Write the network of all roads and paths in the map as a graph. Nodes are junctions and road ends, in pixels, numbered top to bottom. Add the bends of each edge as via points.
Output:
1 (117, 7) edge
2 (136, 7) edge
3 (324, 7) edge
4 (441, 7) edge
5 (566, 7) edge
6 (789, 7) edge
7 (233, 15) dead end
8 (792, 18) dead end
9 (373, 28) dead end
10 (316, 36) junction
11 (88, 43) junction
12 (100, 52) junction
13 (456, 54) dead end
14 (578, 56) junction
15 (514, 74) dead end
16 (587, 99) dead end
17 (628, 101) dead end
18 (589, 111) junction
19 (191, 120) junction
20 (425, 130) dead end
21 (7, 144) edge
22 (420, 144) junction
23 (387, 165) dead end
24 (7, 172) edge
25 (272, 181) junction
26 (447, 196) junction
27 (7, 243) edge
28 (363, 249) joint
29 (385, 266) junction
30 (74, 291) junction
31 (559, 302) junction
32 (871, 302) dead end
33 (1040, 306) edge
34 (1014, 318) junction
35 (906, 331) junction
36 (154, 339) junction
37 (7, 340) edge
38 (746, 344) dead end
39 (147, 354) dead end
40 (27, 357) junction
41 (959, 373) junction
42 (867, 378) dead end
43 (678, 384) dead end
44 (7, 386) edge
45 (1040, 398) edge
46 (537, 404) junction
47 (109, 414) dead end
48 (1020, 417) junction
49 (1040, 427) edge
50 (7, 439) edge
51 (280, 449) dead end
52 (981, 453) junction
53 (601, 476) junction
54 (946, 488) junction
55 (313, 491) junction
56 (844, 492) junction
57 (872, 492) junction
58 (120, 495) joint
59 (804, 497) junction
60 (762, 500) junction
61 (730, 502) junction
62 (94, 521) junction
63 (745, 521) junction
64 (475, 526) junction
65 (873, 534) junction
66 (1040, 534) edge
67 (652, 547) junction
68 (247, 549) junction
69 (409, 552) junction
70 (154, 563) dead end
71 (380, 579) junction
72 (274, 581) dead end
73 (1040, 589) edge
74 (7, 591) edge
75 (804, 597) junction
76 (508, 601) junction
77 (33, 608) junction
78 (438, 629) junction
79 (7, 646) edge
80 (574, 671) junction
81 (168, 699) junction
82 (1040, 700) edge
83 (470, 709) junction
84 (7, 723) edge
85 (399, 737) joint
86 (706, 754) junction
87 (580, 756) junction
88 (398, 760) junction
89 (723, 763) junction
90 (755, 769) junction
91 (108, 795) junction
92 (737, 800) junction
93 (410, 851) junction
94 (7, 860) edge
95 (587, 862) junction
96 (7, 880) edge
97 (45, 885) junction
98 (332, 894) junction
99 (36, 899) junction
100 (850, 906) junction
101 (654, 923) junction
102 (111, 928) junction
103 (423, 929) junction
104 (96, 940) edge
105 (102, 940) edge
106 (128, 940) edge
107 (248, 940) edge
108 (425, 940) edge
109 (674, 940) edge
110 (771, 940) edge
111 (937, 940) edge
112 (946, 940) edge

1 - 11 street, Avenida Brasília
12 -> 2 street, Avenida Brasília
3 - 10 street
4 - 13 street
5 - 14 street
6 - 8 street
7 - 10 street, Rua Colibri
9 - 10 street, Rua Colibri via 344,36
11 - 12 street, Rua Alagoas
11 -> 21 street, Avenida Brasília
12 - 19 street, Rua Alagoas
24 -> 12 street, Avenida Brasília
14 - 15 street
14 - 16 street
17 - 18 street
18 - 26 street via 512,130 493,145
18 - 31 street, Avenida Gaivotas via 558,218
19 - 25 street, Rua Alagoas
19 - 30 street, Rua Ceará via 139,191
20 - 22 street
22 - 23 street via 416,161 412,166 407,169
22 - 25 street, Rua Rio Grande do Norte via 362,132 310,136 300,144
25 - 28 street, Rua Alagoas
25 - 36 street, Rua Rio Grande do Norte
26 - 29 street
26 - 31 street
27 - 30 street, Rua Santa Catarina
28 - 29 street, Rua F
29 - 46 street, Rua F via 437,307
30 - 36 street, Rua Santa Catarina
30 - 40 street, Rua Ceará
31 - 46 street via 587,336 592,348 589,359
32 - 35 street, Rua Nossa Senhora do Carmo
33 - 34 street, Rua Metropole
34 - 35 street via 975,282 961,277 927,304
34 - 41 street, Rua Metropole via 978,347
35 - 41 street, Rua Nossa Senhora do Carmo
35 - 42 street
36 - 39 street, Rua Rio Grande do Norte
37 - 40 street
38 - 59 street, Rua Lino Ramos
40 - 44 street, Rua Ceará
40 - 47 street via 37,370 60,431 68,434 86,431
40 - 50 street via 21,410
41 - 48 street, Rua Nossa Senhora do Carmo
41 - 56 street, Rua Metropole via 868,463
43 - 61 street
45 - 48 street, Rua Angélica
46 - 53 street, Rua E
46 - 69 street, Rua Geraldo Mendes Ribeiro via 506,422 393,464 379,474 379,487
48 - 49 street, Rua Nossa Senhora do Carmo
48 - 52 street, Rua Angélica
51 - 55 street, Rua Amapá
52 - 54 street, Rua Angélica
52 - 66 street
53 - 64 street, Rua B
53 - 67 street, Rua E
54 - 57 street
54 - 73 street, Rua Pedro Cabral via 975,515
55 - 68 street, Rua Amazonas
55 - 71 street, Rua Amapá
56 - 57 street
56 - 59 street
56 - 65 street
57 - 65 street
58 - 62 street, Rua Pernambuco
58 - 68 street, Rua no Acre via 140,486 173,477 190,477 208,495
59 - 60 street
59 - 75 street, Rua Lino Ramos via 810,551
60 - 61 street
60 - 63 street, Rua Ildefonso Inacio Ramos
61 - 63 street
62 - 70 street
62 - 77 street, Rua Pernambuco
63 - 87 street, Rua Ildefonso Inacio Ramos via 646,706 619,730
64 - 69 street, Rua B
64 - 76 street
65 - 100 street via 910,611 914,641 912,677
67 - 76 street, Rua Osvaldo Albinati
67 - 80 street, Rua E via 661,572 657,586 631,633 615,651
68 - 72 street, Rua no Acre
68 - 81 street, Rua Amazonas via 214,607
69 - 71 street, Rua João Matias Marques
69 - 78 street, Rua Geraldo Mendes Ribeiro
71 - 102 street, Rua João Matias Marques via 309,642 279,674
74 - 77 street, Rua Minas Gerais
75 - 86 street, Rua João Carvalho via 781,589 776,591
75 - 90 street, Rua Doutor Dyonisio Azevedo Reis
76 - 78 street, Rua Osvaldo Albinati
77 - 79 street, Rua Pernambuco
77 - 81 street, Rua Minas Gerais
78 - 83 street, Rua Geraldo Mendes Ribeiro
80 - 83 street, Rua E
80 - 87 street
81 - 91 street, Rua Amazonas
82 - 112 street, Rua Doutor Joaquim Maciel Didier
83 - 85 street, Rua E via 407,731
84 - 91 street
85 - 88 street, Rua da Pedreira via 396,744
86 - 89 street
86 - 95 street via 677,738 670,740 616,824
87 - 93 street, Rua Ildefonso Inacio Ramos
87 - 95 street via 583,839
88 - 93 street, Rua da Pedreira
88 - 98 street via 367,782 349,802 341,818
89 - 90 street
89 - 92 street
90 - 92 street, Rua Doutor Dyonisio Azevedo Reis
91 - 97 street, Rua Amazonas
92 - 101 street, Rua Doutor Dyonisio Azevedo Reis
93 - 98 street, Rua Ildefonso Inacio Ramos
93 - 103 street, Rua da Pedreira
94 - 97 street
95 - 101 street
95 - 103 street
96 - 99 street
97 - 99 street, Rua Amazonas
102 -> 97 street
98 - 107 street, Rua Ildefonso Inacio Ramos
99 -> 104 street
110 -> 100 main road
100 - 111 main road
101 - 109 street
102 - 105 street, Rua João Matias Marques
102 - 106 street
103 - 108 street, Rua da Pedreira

* * * * * * *

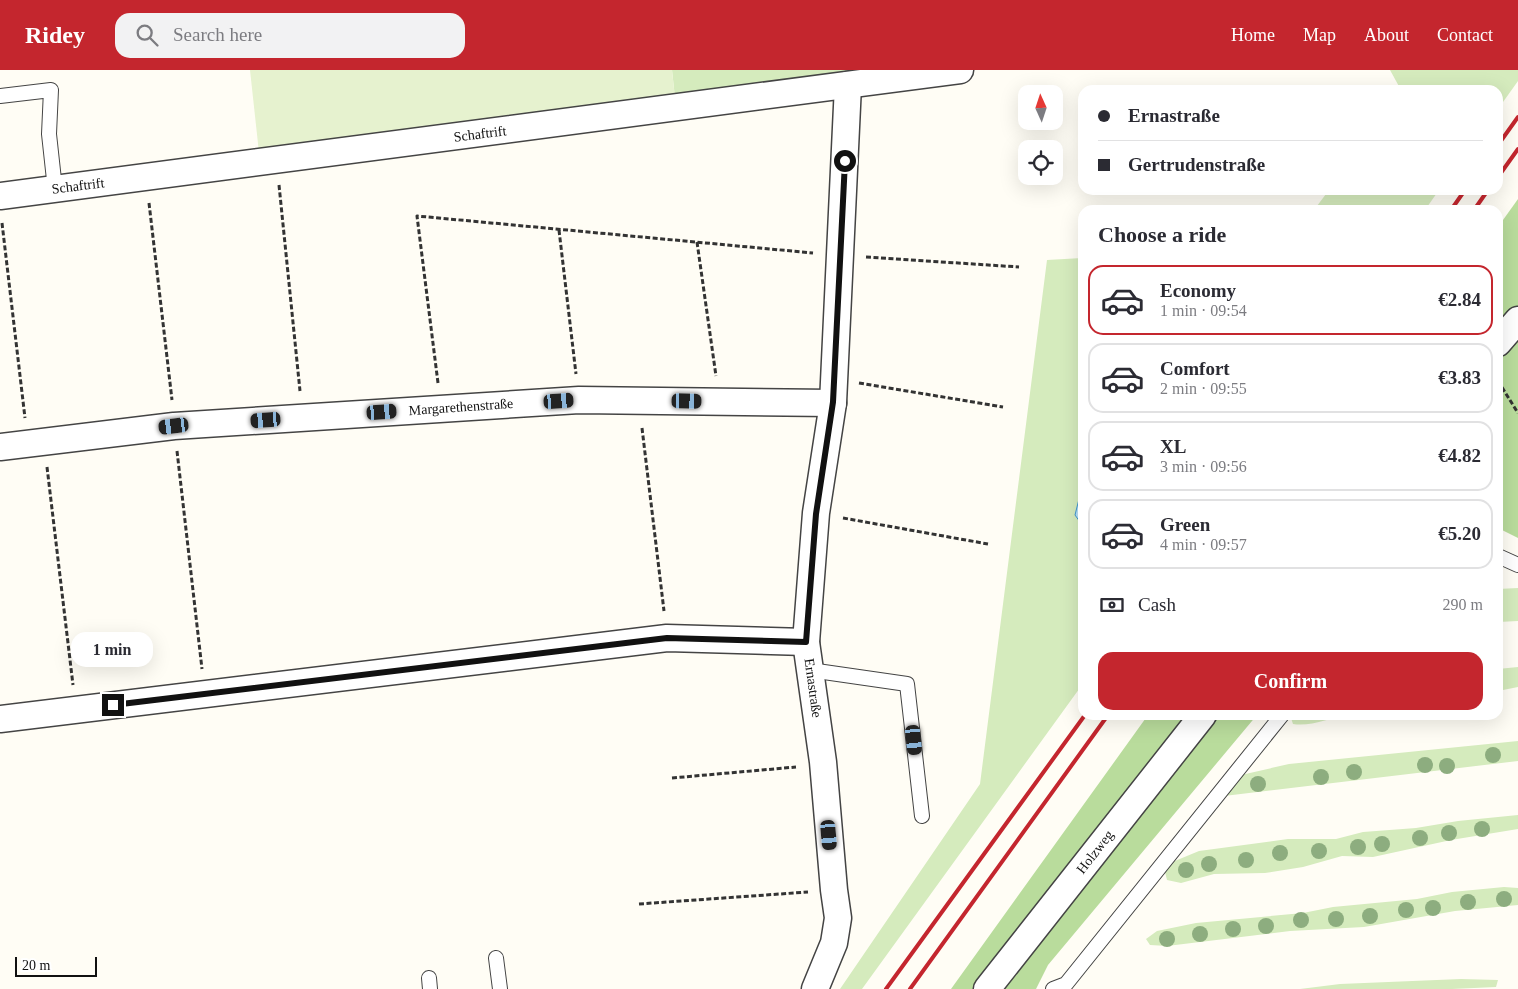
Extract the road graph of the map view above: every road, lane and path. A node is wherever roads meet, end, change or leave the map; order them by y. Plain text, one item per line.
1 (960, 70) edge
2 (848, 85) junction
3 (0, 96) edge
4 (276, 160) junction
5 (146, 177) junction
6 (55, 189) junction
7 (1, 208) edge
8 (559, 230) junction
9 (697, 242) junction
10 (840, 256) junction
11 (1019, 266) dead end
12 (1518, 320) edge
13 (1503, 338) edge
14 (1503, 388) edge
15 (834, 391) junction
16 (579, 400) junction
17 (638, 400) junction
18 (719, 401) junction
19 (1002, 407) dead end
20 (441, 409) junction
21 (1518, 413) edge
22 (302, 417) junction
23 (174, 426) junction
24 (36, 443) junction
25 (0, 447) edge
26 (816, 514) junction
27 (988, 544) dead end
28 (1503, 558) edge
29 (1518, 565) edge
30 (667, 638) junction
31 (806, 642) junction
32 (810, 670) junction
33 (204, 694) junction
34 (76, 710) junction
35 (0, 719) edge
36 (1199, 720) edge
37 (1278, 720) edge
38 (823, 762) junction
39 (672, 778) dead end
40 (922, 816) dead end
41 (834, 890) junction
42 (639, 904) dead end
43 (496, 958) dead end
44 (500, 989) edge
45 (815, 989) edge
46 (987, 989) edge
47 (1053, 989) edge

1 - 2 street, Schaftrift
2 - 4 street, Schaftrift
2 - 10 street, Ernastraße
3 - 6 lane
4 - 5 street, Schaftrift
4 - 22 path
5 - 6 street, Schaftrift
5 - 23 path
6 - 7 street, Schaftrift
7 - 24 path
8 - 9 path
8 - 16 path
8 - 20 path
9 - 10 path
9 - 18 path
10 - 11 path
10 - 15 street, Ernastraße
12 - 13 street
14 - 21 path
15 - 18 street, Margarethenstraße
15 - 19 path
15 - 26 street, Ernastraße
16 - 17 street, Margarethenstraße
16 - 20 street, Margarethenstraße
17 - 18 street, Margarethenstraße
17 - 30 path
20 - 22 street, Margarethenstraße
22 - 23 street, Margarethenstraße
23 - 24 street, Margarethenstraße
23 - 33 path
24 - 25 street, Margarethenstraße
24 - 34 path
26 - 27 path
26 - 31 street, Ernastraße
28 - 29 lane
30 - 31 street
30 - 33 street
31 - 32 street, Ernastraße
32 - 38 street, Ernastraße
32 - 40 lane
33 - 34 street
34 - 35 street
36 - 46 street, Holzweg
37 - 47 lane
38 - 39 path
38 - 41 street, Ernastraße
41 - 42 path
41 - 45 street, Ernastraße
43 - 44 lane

* * * * * * *

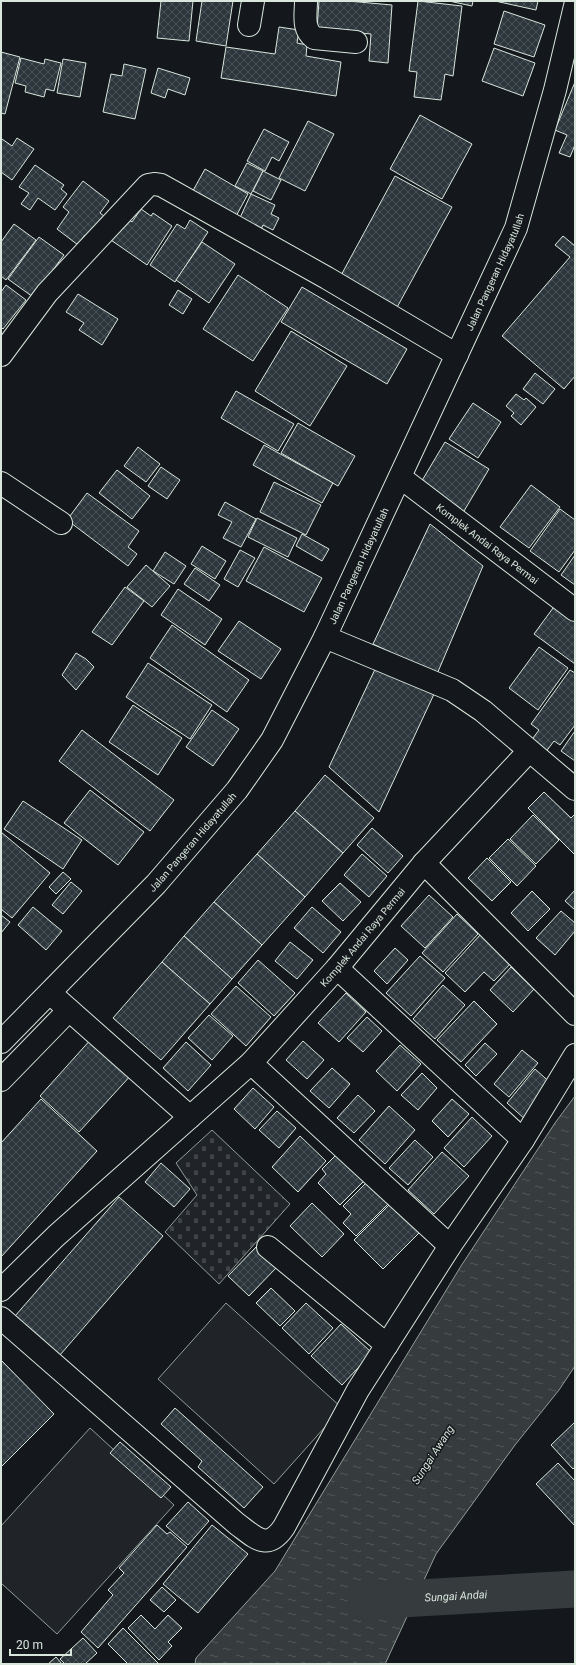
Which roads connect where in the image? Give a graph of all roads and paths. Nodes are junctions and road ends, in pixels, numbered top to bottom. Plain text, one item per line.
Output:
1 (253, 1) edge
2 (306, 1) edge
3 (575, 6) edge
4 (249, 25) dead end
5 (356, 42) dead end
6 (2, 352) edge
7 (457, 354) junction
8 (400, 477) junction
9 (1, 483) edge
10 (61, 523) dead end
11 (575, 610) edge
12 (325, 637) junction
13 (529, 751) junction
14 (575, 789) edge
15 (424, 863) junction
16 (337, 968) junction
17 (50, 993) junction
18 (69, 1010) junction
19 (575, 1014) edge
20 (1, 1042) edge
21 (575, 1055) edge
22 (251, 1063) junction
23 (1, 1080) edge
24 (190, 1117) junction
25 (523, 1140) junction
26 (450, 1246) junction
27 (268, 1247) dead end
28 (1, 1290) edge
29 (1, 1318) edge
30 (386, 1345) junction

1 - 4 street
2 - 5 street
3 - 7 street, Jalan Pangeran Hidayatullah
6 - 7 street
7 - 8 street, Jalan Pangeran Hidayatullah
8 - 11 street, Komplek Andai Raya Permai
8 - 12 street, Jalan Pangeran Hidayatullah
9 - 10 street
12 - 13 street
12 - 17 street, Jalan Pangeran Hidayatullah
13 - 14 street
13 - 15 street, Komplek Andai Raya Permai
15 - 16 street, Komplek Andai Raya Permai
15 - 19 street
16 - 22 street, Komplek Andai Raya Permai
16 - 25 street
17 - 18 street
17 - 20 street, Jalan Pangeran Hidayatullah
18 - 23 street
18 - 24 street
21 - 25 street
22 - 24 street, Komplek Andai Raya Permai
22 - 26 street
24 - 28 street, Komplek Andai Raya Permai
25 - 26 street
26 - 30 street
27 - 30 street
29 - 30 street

* * * * * * *

--- What you will do ---
Take every line from the data that includes the word "Azevedo".

--- Result of this exercise ---
75 - 90 street, Rua Doutor Dyonisio Azevedo Reis
90 - 92 street, Rua Doutor Dyonisio Azevedo Reis
92 - 101 street, Rua Doutor Dyonisio Azevedo Reis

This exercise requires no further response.